La vita dei manifestanti? O la testa del regime? Che la posta in gioco in Iran si sia fatta altissima, che le proteste siano l'embrione di una rivoluzione contro il regime di Teheran, lo prova non solo il pugno di ferro esibito dalla Repubblica islamica, che ha giustiziato il primo manifestante. Lo confermano indirettamente anche le indiscrezioni di fonti diplomatiche occidentali arrivate all'orecchio di Iran International, network di informazione indipendente con sede a Londra. «La Repubblica islamica ha avviato negoziati con i suoi alleati venezuelani per assicurarsi che offrano asilo ai funzionari del regime e alle loro famiglie se la situazione dovesse peggiorare e aumentasse la possibilità di un cambio di regime», hanno riferito le gole profonde occidentali.
La fuga verso Caracas sarebbe già in piena organizzazione, se le cose dovessero mettersi male, per trovare un paradiso sicuro in un Paese amico, quel Venezuela di Nicolás Maduro, campione anch'esso di repressione. «Una delegazione di quattro alti funzionari della Repubblica islamica ha visitato il Venezuela a metà ottobre, per negoziare la garanzia che Caracas conceda asilo a rappresentanti pubblici di alto rango e alle loro famiglie». Un'eventualità che i funzionari di Teheran chiamano «lo sfortunato incidente», ma che non escludono più, di fronte alle proteste incessanti in Iran. Secondo il britannico Daily Express, già a ottobre, dopo la morte di Mahsa Amini che ha scatenato la rabbia popolare, alti funzionari della Repubblica islamica hanno tentato di ottenere passaporti britannici per le loro famiglie, in modo da poter lasciare in fretta l'Iran, se necessario. Una fonte iraniana ha riferito che i funzionari hanno noleggiato fino a «cinque voli charter al giorno» per le loro famiglie e hanno trasformato alcune sezioni del «principale aeroporto di Teheran» in aree preferenziali per velocizzare l'espatrio.

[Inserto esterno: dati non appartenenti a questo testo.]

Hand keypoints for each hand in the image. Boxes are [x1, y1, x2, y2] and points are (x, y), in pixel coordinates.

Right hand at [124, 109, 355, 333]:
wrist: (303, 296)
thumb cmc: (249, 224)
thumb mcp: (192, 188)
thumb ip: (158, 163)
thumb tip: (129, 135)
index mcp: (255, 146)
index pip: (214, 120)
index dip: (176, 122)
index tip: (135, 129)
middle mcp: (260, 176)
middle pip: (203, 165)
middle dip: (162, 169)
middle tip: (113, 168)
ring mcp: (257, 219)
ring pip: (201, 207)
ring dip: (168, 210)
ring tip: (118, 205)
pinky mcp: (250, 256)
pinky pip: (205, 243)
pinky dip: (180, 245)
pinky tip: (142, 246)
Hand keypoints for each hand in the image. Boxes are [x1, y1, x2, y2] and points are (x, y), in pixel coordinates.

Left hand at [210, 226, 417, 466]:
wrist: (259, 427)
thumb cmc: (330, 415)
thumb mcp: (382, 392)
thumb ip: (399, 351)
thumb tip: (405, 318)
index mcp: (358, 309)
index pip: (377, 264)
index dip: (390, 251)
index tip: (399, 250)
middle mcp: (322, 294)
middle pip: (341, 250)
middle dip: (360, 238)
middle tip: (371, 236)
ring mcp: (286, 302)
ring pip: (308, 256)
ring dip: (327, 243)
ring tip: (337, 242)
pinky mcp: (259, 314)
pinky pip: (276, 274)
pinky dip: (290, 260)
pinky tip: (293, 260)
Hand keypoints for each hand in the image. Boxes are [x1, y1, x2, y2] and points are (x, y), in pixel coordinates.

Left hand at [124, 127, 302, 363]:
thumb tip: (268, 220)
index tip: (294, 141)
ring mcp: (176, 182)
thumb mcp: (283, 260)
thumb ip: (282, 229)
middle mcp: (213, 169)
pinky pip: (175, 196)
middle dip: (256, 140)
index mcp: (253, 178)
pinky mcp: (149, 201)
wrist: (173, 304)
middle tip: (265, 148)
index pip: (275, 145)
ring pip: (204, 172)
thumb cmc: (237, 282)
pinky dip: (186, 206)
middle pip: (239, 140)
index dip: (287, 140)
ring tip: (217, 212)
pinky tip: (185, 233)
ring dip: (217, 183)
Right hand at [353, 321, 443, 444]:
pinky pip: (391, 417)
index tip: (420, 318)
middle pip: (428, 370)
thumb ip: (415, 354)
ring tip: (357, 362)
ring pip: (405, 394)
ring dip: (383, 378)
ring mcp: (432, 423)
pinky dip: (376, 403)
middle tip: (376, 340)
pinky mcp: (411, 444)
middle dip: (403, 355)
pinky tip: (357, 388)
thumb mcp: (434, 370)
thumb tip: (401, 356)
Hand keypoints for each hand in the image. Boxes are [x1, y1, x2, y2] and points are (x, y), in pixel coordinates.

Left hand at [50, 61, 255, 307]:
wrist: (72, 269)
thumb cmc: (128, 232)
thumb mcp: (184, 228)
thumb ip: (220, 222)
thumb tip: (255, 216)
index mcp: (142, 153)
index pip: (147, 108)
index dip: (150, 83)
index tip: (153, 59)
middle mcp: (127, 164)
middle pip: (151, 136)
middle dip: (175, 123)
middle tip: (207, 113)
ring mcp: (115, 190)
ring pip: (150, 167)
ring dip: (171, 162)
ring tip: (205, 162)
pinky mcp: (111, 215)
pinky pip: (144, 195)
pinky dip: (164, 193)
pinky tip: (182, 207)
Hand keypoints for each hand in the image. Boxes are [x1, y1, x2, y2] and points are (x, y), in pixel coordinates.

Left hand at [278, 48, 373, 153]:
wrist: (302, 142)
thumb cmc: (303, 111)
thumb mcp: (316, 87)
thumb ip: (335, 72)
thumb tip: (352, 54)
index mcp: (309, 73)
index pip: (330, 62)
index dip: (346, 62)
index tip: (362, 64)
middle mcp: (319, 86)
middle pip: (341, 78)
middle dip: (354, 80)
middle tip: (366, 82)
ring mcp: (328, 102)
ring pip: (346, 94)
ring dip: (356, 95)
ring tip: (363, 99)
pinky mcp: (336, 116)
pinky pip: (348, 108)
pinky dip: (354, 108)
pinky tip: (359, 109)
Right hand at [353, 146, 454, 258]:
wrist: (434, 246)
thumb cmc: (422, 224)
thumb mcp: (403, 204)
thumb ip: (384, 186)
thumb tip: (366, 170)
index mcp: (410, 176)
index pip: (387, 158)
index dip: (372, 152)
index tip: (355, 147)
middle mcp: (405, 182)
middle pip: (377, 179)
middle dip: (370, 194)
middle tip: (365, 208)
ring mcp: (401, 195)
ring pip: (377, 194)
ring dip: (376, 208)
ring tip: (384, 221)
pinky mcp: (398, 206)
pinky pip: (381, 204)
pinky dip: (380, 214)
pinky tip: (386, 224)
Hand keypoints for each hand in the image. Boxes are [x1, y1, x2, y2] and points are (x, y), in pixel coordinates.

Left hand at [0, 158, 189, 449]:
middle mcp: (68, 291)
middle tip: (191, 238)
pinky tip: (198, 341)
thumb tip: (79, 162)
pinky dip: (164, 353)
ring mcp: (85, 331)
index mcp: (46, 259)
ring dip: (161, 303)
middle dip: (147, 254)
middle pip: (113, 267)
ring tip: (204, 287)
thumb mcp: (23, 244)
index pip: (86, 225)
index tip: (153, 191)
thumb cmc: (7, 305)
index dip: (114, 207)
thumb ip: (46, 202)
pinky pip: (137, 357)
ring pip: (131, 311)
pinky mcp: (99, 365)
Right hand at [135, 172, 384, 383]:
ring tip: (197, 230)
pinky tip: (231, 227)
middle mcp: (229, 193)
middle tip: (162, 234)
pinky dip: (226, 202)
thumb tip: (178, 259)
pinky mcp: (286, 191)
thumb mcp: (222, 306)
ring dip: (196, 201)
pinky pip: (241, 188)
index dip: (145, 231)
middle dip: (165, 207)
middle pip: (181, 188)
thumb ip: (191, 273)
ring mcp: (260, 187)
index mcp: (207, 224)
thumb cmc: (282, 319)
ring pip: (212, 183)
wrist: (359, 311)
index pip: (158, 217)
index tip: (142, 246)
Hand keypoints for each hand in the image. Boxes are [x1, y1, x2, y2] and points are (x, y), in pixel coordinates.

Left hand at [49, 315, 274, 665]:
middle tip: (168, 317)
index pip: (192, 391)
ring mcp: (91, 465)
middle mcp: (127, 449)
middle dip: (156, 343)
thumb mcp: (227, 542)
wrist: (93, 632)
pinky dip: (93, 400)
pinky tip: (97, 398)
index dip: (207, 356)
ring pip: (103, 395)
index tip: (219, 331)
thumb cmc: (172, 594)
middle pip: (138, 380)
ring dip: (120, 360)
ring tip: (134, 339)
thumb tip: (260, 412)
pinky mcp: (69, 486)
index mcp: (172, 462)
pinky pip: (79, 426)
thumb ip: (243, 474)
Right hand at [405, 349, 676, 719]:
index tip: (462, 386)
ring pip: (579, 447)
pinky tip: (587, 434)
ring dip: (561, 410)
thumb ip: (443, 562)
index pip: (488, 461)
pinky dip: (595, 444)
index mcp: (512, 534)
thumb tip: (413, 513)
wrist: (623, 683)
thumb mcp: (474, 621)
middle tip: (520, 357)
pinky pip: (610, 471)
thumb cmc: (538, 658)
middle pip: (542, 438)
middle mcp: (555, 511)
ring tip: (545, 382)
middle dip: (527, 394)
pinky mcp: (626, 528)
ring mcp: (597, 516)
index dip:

A inizio novembre, ha raccontato un'altra fonte al giornale on-line di opposizione Kayhan London, tre voli al giorno sono decollati con «una quantità considerevole di merci» dirette in Venezuela. «Non sappiamo cosa stiano trasferendo queste persone e se stiano lasciando il Paese con tutti i bagagli o no. Le targhe delle loro auto non appartenevano a nessuna ambasciata. Sappiamo solo che nelle scorse settimane, ogni giorno ci sono stati tre o quattro voli per il Venezuela», ha riferito un testimone dell'Aeroporto Internazionale di Teheran-Imam Khomeini.
E se è vero che non c'è miglior metodo per capire come vanno le cose che non sia il «follow the money» - segui dove vanno i soldi - diversi attivisti anti-regime denunciano sui social «regolari trasferimenti di denaro all'estero da parte di alti funzionari del regime». La moglie dell'ex ministro degli Esteri Javad Zarif avrebbe trasferito 4 milioni su un conto della Abc Bank a Shanghai. Non solo.
A Teheran, sospetta qualcuno, anche la vendita di case lussuose a prezzi ben al di sotto del valore di mercato, potrebbe essere un segnale della paura del regime e della speranza dei manifestanti: che sia arrivata l'ora della contro-rivoluzione alla Rivoluzione islamica del 1979.